男たちは次々に魚を桶へと放り込みながら、歓声を上げ、笑顔を交わした。
「今夜は久々に魚の煮炊きができるぞ!」
「子らの笑顔が目に浮かぶわ」
肩を濡らしたまま顔を見合わせ、誰もが興奮を隠せなかった。
一方その頃、岩陰に立つ初穂の瞳は、なお冷静に川面を見つめていた。
水温、流速、魚の密度、そして人の動き。すべての情報が、彼女の中で逐次処理・記録されていく。
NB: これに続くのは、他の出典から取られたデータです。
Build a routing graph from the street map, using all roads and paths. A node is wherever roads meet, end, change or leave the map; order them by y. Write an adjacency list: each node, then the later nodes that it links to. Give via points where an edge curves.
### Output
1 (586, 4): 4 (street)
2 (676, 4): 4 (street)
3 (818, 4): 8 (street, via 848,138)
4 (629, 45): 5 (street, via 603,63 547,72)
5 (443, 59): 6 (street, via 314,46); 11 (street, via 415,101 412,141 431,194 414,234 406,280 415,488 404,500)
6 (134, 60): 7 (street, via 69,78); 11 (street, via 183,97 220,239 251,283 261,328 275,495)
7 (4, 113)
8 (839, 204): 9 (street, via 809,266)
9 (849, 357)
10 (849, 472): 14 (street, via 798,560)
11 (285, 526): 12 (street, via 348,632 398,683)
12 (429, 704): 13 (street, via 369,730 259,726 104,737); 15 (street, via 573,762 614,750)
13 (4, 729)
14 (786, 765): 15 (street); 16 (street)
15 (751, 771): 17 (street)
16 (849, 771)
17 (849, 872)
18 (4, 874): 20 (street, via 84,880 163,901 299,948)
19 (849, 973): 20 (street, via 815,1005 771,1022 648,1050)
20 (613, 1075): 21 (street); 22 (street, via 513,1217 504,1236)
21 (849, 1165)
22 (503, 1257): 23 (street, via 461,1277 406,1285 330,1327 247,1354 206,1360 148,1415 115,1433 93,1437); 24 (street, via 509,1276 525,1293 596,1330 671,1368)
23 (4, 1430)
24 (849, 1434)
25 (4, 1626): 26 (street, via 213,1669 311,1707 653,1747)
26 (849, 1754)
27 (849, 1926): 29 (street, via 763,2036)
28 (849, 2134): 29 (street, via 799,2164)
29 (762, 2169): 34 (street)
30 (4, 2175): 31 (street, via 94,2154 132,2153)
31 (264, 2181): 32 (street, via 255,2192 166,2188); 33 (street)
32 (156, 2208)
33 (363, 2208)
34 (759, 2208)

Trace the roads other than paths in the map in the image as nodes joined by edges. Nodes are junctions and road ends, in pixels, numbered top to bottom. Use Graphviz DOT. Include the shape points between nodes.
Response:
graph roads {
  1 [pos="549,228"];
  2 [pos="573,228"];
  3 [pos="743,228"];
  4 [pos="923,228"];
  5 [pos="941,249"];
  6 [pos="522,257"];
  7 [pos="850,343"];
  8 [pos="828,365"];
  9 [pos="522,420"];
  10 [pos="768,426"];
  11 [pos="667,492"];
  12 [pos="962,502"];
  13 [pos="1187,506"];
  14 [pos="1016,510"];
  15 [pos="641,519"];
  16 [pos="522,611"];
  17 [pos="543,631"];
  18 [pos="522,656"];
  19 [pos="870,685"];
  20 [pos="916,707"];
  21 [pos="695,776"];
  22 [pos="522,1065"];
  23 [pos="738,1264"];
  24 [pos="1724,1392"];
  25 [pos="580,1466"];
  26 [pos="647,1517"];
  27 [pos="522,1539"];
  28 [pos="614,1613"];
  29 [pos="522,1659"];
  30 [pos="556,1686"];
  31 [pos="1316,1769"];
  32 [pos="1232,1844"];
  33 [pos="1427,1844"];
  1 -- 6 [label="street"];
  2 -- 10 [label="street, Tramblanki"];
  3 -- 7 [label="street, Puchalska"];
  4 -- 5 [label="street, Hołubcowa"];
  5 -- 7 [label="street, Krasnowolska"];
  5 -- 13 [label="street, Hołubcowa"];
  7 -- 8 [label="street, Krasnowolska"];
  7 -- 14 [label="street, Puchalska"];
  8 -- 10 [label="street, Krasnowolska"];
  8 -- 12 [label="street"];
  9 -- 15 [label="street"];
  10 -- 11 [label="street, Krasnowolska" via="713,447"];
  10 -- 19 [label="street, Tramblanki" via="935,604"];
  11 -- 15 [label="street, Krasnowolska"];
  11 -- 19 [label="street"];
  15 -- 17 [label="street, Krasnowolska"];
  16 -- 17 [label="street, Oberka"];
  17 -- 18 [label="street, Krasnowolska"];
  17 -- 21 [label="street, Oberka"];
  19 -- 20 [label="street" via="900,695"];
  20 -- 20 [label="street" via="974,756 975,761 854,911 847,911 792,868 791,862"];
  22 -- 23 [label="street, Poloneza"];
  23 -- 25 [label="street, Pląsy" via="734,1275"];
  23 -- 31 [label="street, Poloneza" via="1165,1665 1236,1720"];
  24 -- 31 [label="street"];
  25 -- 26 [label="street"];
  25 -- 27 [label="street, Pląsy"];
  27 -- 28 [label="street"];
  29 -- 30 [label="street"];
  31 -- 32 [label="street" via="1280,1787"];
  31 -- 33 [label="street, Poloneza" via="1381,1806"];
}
(捕獲率:想定より12.4%上振れ。静水域での滞留行動、予測通り)
(次回以降の最適化アルゴリズムに反映)
男たちの歓声と水音に包まれた川辺で、ただ彼女だけが、静かに未来を計算していた。
その夜、久々に煮炊きの香りが村に立ちのぼった。
村の家々では、土間の囲炉裏に火が灯り、細く煙が空へと昇っていった。
囲炉裏には、串に刺した魚がじりじりと脂を跳ねさせていた。
焼き上がるのを待ちきれず、子どもたちは囲炉裏の周りを元気に跳ね回っていた。
「父ちゃん、もっとある?」
「わたしも、おかわりほしい!」
土間に並んだ小さな椀が次々と空になり、母たちは笑いながら手際よくよそっていった。
ある家の囲炉裏のそばで、小さな椀を手にしていた男が、ぽつりとつぶやいた。
「……あの子のおかげだな」
それは、昼間、川で石を並べていた男のひとりだった。
男は土間に座り直し、魚の入った椀を見つめながら妻に言った。
「すごかったよ……あの魚の集まり方。まるで、あの子が呼んだみたいだった」
女は火に薪を足しながら、ぼそりと笑った。
「あんた、もうあの子に足を向けて寝れないね」
男は笑いをこらえながら、魚の入った椀を見つめた。
「……たしかにな」
村のあちこちからも、笑い声や湯気の立つ音が聞こえていた。
どの家でも、囲炉裏を囲みながら、久しぶりの食卓を分かち合っていた。
獲れた魚はその日の夕餉に振る舞われ、一部は塩を振られ、軒下に吊るされた。
冬を前に、少しでも糧を残そうと、どの家でも手際よく保存の支度が進められていた。
──この村は変わった。
飢えに沈んでいた家々には火が灯り、笑い声が戻った。
絶望に閉ざされていた人々の心に、ようやくぬくもりが戻った。
誰もが気づいていた──あの少女が、この村の命をつなぎとめたのだ、と。